Standardized testing season is upon us, but it’s never too late to help your students be better prepared. Show them that getting ready for standardized tests can be fun and educational. Let’s take a look at some ideas you can use to equip your students with the right tools to help them ace this year’s tests.
- Flip It Around
Sometimes all it takes to make an experience more interesting is a new perspective. Ask your students to construct test questions based on a set of given answers — much like the game Jeopardy. This helps them connect responses to questions and identify patterns that will guide them to the correct answers.
Speaking of game show formats, playing Who Wants To Be A Millionaire is another fun way to spice up the learning process. Allow each student to “phone a friend” and call on another student to help if he or she gets stuck. There are many ways to incorporate games into the learning process, and research has shown that teachers see higher student engagement when they use gamification activities in their classrooms. Try using variations of the Wheel of Fortune, The Price Is Right, or common everyday games like hangman, word searches, or crossword puzzles to engage students and get them excited about the learning process.
A huge part of standardized test preparation is teaching students how to prioritize their time. If they spend too much time on one hard question, they may miss the opportunity to answer several easy ones. Teach them time management by creating a mock standardized test and ask them to complete it as quickly as possible. Give them tools to help prioritization, such as marking the difficult questions beforehand and suggesting they attempt those last. Encourage them to get the highest number of questions correct in the time allotted and let them complete the test multiple times so that they can see their scores improve.
Have your students make their own quizzes with questions they expect to see on a standardized test. Then, have them partner with other students and switch quizzes. Try to match students with different skill sets to increase the challenge and expose them to a broader base of questions. After your students have had the chance to quiz each other, collect all the quizzes and ask your students to vote on the best questions. Give prizes to those students who managed to construct the best of the bunch.
Part of any standardized test is the stress that undoubtedly comes along with it. In order to keep students engaged and learning, it’s important to take breaks and teach them how to cope with the stress of testing. Make sure your students get a chance to take a break and have fun during testing season. Play a collaborative game like Human Knot, do some light yoga, perform some breathing exercises, or play some soft background music and encourage a time of creativity. Ask each student to identify his or her personal favorite ways to reduce stress, and then make a list of these fun ways to relax so that the entire classroom can learn about solutions for coping with stress.

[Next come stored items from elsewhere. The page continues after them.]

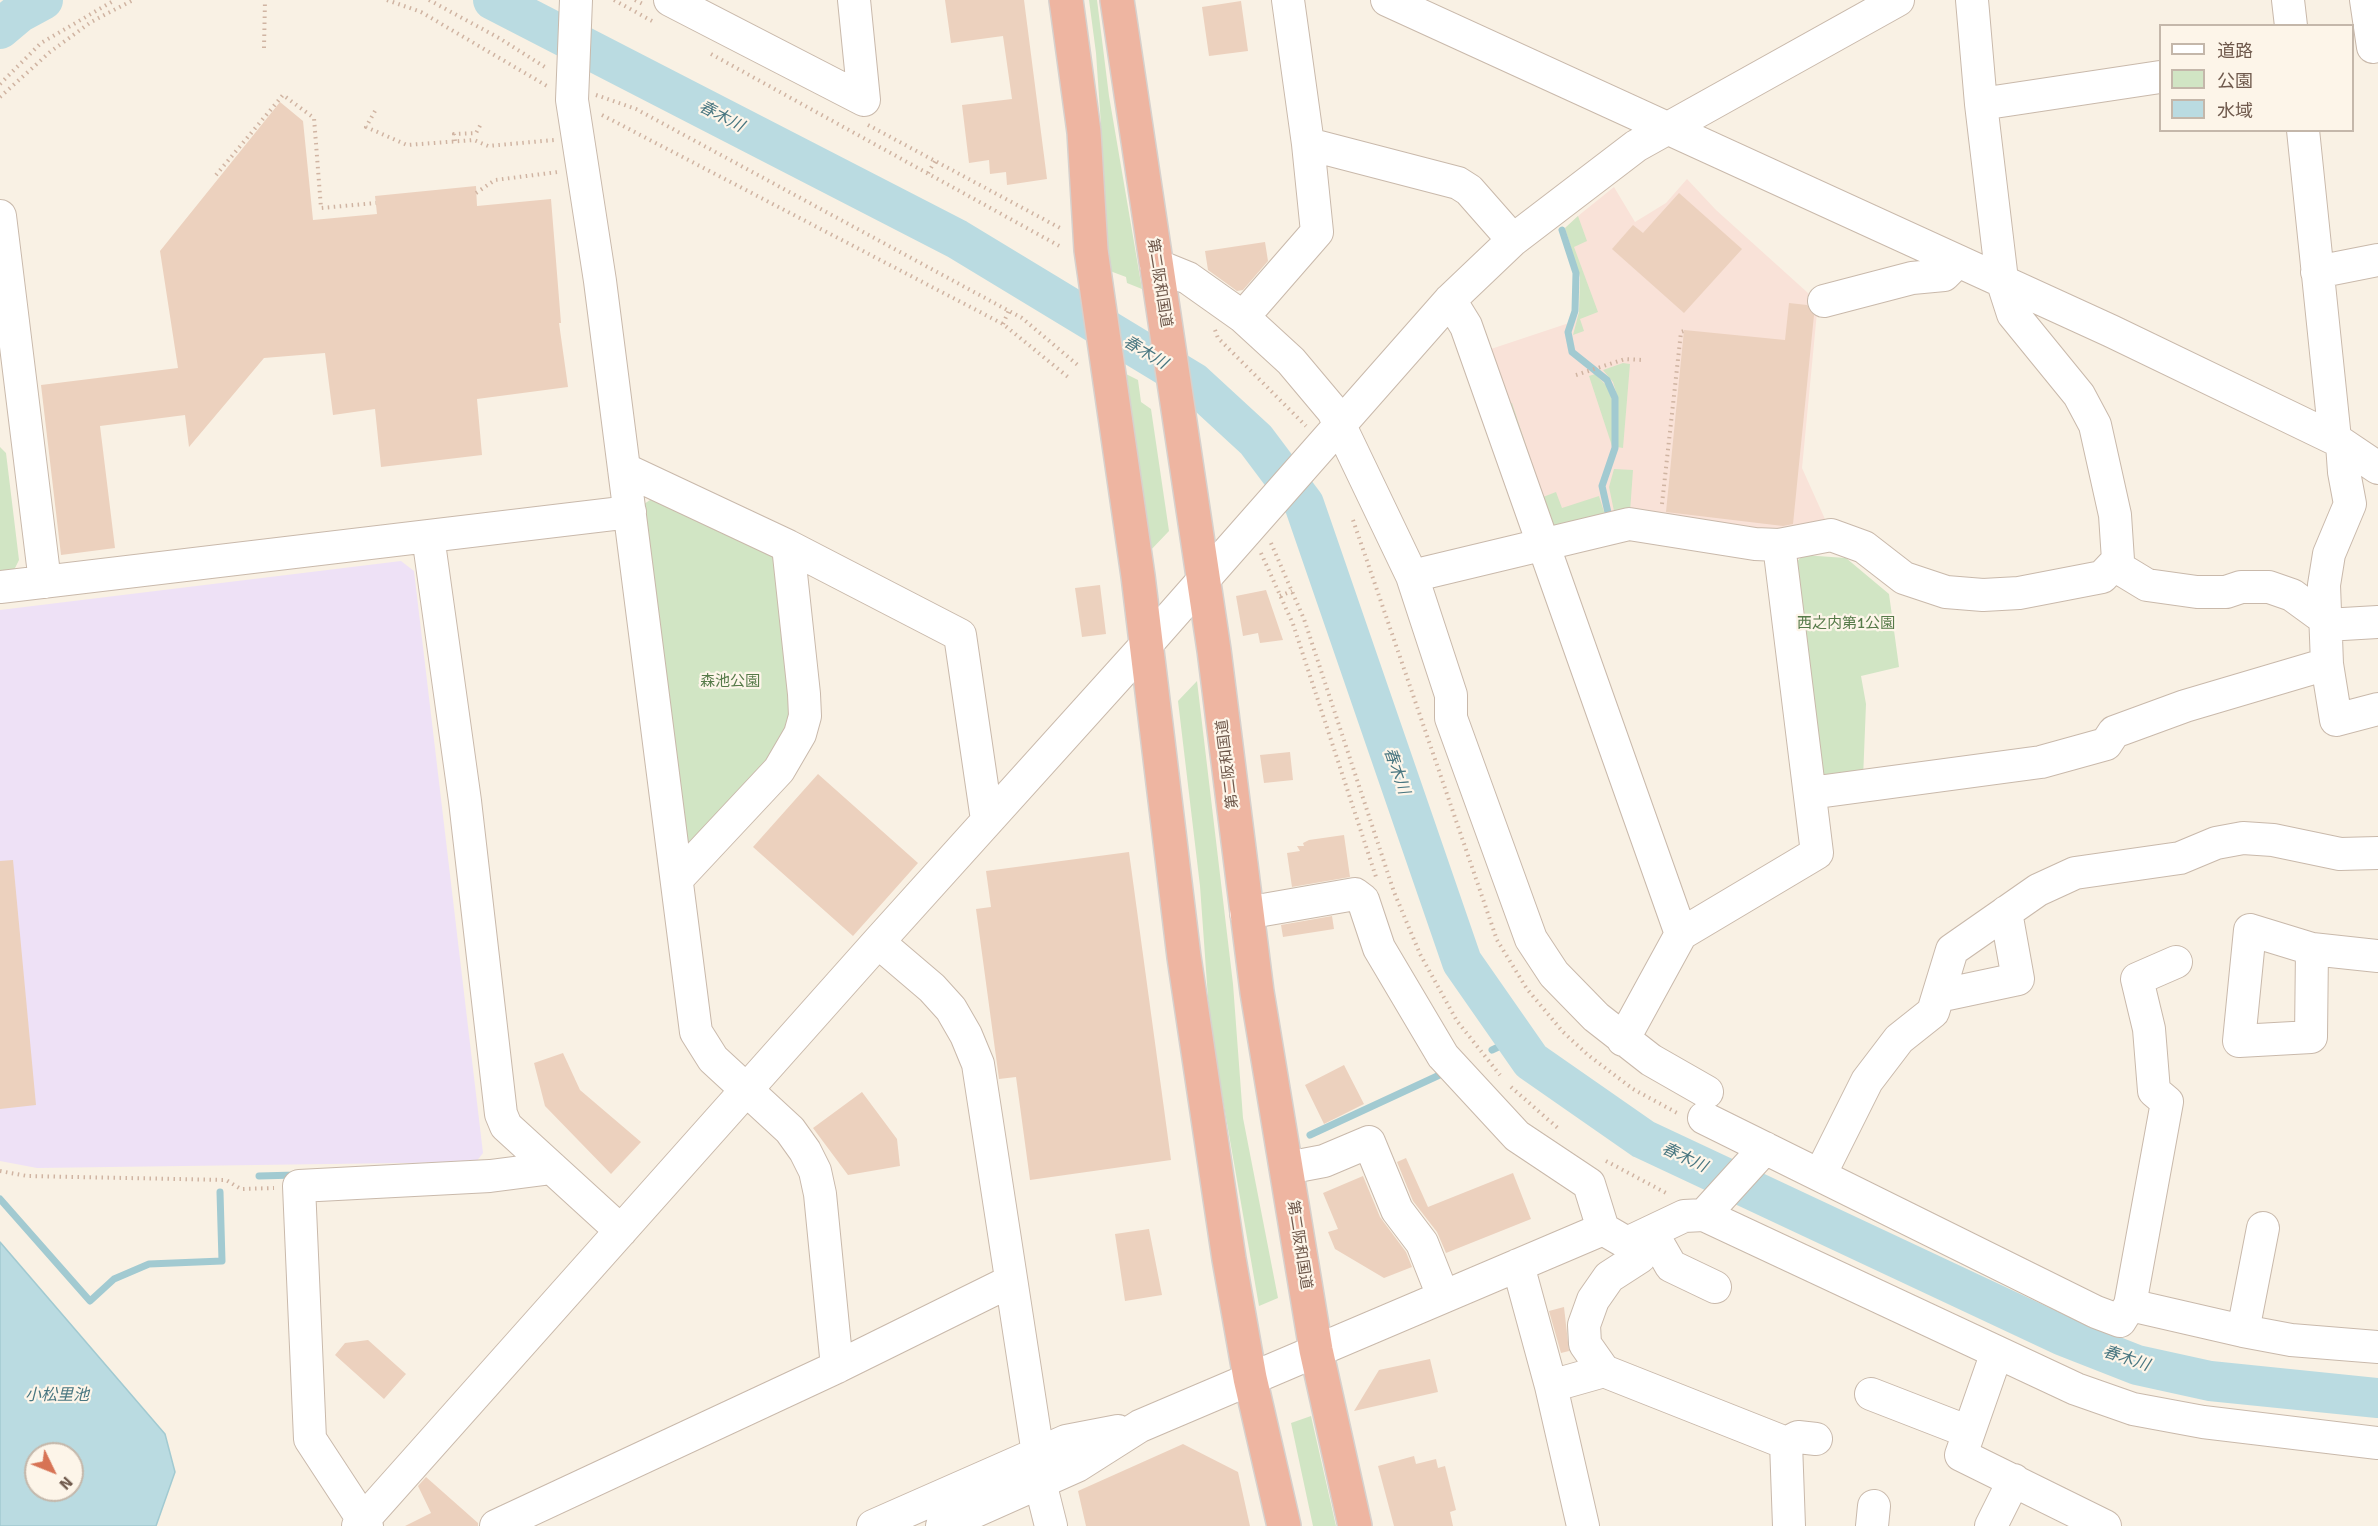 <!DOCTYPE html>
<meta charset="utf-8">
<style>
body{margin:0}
#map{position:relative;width:2378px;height:1526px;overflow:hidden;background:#f9f1e4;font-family:Signika,"Noto Sans JP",sans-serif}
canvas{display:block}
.legend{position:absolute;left:2159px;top:24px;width:195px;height:108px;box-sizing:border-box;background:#fdf5e9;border:2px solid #c4b7aa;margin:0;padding:8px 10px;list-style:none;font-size:18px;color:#6f594c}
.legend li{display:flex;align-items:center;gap:12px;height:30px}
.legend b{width:30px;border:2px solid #c4b7aa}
.north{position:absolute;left:24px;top:1442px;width:60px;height:60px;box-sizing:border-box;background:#fdf5e9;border:2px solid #c4b7aa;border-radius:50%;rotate:133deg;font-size:16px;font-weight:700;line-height:24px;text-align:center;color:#6f594c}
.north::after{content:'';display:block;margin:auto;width:21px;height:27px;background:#d77355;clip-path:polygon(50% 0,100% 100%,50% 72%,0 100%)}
</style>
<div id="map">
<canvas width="2378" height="1526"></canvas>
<ul class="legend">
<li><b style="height:8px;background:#fff"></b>道路</li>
<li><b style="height:16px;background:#d1e5c4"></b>公園</li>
<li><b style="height:16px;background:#badbe1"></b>水域</li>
</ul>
<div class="north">N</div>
</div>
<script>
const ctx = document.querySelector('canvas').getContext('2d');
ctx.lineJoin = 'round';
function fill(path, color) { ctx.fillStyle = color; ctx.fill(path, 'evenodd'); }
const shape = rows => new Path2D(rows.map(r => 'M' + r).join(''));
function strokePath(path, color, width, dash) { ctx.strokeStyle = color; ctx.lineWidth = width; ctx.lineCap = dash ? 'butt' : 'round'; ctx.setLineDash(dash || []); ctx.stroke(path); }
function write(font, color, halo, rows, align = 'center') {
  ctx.font = font + ' Signika,"Noto Sans JP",sans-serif'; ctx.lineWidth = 4.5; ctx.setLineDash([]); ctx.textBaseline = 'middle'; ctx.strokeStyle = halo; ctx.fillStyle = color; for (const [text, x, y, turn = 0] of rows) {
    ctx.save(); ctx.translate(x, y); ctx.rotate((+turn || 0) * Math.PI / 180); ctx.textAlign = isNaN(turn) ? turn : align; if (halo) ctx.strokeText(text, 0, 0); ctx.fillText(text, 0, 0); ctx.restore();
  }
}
fill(shape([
 [1687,179,1716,210,1818,302,1802,468,1829,528,1797,533,1547,524,1488,350,1575,321,1579,312,1580,277,1565,228,1578,216,1614,187,1635,222,1666,203]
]), '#f9e2d8');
fill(shape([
 [401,561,414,571,483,1153,476,1162,37,1168,0,1161,0,610]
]), '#eee1f6');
fill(shape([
 [1089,0,1097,0,1109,96,1142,289,1127,283,1126,277,1110,271,1102,217,1101,125,1096,53],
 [1578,216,1587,241,1574,247,1598,312,1580,319,1584,331,1573,335,1579,312,1580,277,1565,228],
 [1623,363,1630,364,1623,448,1617,447,1618,399,1613,382,1603,370],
 [1122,372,1138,380,1141,402,1151,409,1169,531,1148,553],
 [1595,374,1607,386,1612,399,1614,437,1612,446,1589,376],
 [1512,403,1543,497,1556,492,1562,508,1599,496,1606,518,1563,530,1547,524,1505,405],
 [0,447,6,453,19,560,14,570,0,571],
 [1614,469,1633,470,1630,512,1615,516,1609,487],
 [653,498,772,555,779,565,794,683,790,744,691,848,684,842,644,504],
 [1803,555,1846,558,1889,594,1899,667,1861,676,1866,704,1863,779,1830,783,1820,774,1791,568],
 [1197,681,1233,984,1243,1118,1278,1298,1259,1306,1210,1026,1200,886,1178,701],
 [1311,1416,1336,1526,1313,1526,1291,1423]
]), '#d1e5c4');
const water = shape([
 [0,1242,165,1434,175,1472,156,1526,0,1526,0,1242],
 [36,1454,72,1454,72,1490,36,1490,36,1454]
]);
fill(water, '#badbe1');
strokePath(water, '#a2cad1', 1.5);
strokePath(shape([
 [1562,230,1576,273,1575,311,1568,332,1572,352,1607,380,1615,398,1615,448,1602,486,1609,517],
 [1492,1050,1515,1039],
 [1310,1135,1446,1072],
 [259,1176,296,1175],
 [0,1199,90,1301,114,1279,149,1264,222,1261,220,1192]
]), '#a2cad1', 7);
strokePath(shape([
 [493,0,957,239,1193,382,1256,440,1304,504,1462,962,1531,1061,1643,1139,2063,1336,2137,1365,2210,1381,2378,1398],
 [0,29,19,13,43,0]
]), '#badbe1', 40);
fill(shape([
 [945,0,1024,0,1047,179,1007,185,1006,172,990,174,989,160,969,163,962,105,1012,99,1003,36,951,43],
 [1241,1,1248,51,1209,56,1202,7],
 [280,102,303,121,313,220,377,214,375,196,476,186,477,206,551,199,561,323,559,323,568,387,477,399,482,455,381,467,375,409,333,415,325,353,264,358,189,447,185,415,100,426,115,548,61,555,41,385,178,368,160,251],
 [1679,193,1742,249,1684,313,1612,249,1633,225,1643,233],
 [1265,242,1268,261,1243,290,1237,291,1208,270,1205,251],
 [1789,303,1807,305,1814,315,1793,524,1783,526,1666,512,1684,330,1785,340],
 [1100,585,1106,634,1082,637,1075,588],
 [1266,590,1283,640,1260,643,1258,633,1243,636,1236,596],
 [1290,752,1293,780,1264,783,1260,755],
 [818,774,918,863,853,936,753,847],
 [1344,835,1350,877,1292,887,1287,853,1300,851,1297,846,1304,846,1303,843,1309,840],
 [1129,852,1171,1160,1030,1180,1016,1077,999,1079,976,909,991,907,986,871],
 [13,860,36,1105,0,1109,0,861],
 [1332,916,1334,929,1283,937,1281,925],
 [563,1053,580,1090,641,1142,611,1174,545,1106,534,1063],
 [1344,1065,1364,1104,1324,1124,1305,1085],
 [862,1092,897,1139,900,1166,848,1175,813,1128],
 [1406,1158,1428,1207,1513,1173,1531,1219,1446,1253,1437,1232,1413,1201,1397,1162],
 [1363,1176,1380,1217,1406,1252,1412,1267,1384,1278,1335,1249,1328,1232,1338,1229,1323,1193],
 [1149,1229,1162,1295,1125,1301,1115,1234],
 [1564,1307,1569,1351,1561,1353,1549,1311],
 [368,1340,406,1374,384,1399,335,1355,345,1343],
 [1430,1359,1438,1392,1354,1411,1379,1370],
 [1183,1444,1238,1472,1250,1526,1086,1526,1078,1491],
 [1414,1456,1416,1464,1436,1459,1438,1468,1445,1466,1456,1510,1450,1512,1453,1526,1394,1526,1378,1466],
 [426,1477,478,1523,478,1526,405,1526,431,1513,418,1486]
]), '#ecd1be');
const minor = shape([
 [576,0,572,100,600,281,696,1032,713,1059,790,1130,805,1151,815,1171,820,1194,837,1367],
 [670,0,864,100,854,0],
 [1387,0,2111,331,2335,439,2378,468],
 [2288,0,2291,26],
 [2366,0,2373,47],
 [1981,104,2160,77],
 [2303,130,2335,439],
 [1308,144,1458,183,1469,190,1513,240],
 [0,216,45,582],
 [1156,265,1188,278,1243,317,1291,361,1333,411,1412,576,1451,695,1451,718,1531,939,1554,974,1596,1017,1651,1060,1707,1092],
 [2317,272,2378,260],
 [1450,300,1466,326,1681,934],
 [1824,301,1912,278,1944,275,1958,261],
 [1243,317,1317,232,1308,144,1288,0],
 [2342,444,2344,472,2350,504,2329,554,2324,585,2327,664,2336,720,2378,709],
 [624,469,788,546,960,635,987,820],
 [428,536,465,801,501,1114,506,1126,621,1231],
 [2114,565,2147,585,2197,592,2226,592,2241,587,2269,587,2292,595,2325,619],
 [1412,576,1629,524,1755,544,1779,545,1831,535,1864,547,1904,578,1946,592,1983,595,2019,593,2102,577,2118,560,2115,515,2095,425,2079,395,2013,314,2002,280,1981,104,1972,0],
 [0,587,630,512],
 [2326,625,2378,622],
 [1810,793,2041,762,2106,744,2114,732,2185,706,2327,664],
 [677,879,779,770,800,734,805,716,804,694,788,546],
 [1246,913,1355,894,1363,900,1379,948,1443,1056,1517,1136,1589,1184,1603,1229,1627,1243,1684,1216,1704,1215,2076,1389,2133,1409,2203,1422,2378,1443],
 [878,942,932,988,951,1009,966,1035,978,1064,1038,1454],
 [2312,949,2311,1037,2239,1041,2250,930,2312,949,2378,956],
 [1938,996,2018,979,2006,912],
 [1623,1040,1681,934,1817,853,1779,545],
 [1704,1118,2096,1312,2120,1321,2130,1305,2167,1102,2154,1091,2149,1029,2137,979,2176,962],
 [1287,1168,1324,1161,1369,1142,1397,1210,1422,1243,1443,1296],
 [1820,1175,1867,1081,1899,1039,1933,1012,1952,950,2038,890,2075,873,2180,858,2216,843,2243,838,2273,840,2340,854,2378,853],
 [1704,1215,1765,1148],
 [2263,1228,2243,1331,2291,1340,2378,1347],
 [1652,1233,1671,1266,1715,1287],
 [1518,1265,1551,1386,1583,1526],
 [2130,1305,2243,1331],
 [1997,1352,1961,1455,2105,1526],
 [1604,1371,1585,1344,1584,1325,1593,1300,1609,1277,1640,1257,1652,1233],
 [1551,1386,1604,1371,1786,1443,1798,1437,1816,1439],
 [1871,1394,1969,1432],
 [1786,1443,1789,1526],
 [1040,1482,1051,1526],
 [358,1526,878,942,1146,645,1450,300,1513,240,1636,146,1898,0],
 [367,1526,310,1439,299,1186,490,1176,552,1168],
 [496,1526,837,1367,1011,1281],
 [873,1526,1066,1441,1118,1431],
 [942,1526,1077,1466,1140,1426,1603,1229],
 [1872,1526,1874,1506],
 [1991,1526,2014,1480]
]);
const highway = shape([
 [1066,0,1084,132,1091,250,1138,576,1184,957,1229,1259,1250,1378,1284,1526],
 [1117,0,1214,650,1257,992,1316,1350,1355,1526]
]);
strokePath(minor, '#c9b9ab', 34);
strokePath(highway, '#d7d1cd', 36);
strokePath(shape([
 [387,0,421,12,547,86],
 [429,0,499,38,548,69],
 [614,0,652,21],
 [635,0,645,5],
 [264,48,265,0],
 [711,54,1063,248],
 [0,84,41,43,115,0],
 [596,95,636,109,1022,318,1080,367],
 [0,97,50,52,91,22,133,0],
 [375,111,366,127,407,145,474,140,488,146,554,140],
 [602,115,1003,324,1068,377],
 [868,125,1060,228],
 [455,141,454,134,476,133,482,122],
 [928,173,935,161],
 [216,175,283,95,314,118,321,208,376,203],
 [476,193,495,180,558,172],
 [1003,324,1009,310],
 [1215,330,1218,338,1306,426],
 [1576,375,1625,359,1642,360],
 [1662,504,1681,332,1687,330],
 [1353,520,1497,940,1527,989,1563,1032,1588,1055,1633,1089,1679,1114],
 [1271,543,1304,619,1394,892,1420,954,1457,1021,1500,1075],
 [1261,553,1293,624,1376,877],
 [1280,596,1292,591],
 [1511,1087,1560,1130],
 [1606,1161,1668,1194],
 [0,1171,27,1176,226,1180,241,1189,274,1188]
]), '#d0b4a2', 4, [1.5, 4.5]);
strokePath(minor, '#fff', 32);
strokePath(highway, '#eeb5a1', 33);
write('15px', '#6f594c', '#fdf5e9', [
 ["第二阪和国道",1159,283,81],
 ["第二阪和国道",1228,764,-97],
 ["第二阪和国道",1299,1245,81]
]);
write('15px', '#567a49', '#fdf5e9', [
 ["西之内第1公園",1846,624],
 ["森池公園",730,682]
]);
write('italic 16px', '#487680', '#fdf5e9', [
 ["春木川",721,117,27],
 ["春木川",1145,353,31],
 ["春木川",1396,771,71],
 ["春木川",1684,1158,25],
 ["春木川",2126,1359,18],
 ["小松里池",57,1396]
]);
</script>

Students are used to spending a lot of time online. Use this to your advantage by asking them to search for answers to their own questions. Make it a competition and see which student can find the answer to a question the fastest or identify the most credible resource. Give extra points for students who know the answers before they begin to search.
Study Guide Arts and Crafts
Who says studying can’t be fun? Part of learning and committing information to memory comes down to repetition. To make repetition fun, pull out the scissors, construction paper, glitter, and glue, and let your students get crafty with their study guides. Ask them to create guides that show off their artistic abilities, and then have them fill the guides with their study tips. Hold an art competition and vote on whose study guide is the most creative and whose has the most valuable information. This will teach students important lessons on how to study more effectively while also exposing them to competing ideas about what information is the most important to have on hand.
Send Them on an Amazing Race
Sitting in a seat all day can be boring and lead to wandering thoughts and fidgety feet. Give students something active to do to engage their minds, and you’ll kill two birds with one stone. Separate students into groups and set up stations throughout the school. Position a clue master at each station (use students, fellow teachers, or parents). Have each group of students answer each clue master’s questions to obtain a new clue that will help them navigate to the next location. This game has the added benefit of helping students stay calm and think rationally under pressure. They must learn how to problem-solve on the fly and remain confident in their critical thinking skills.
When preparing students for standardized testing, half the battle is keeping them engaged in the
subject matter. Any subject can be fun if it’s paired with a challenging and exciting method of delivery.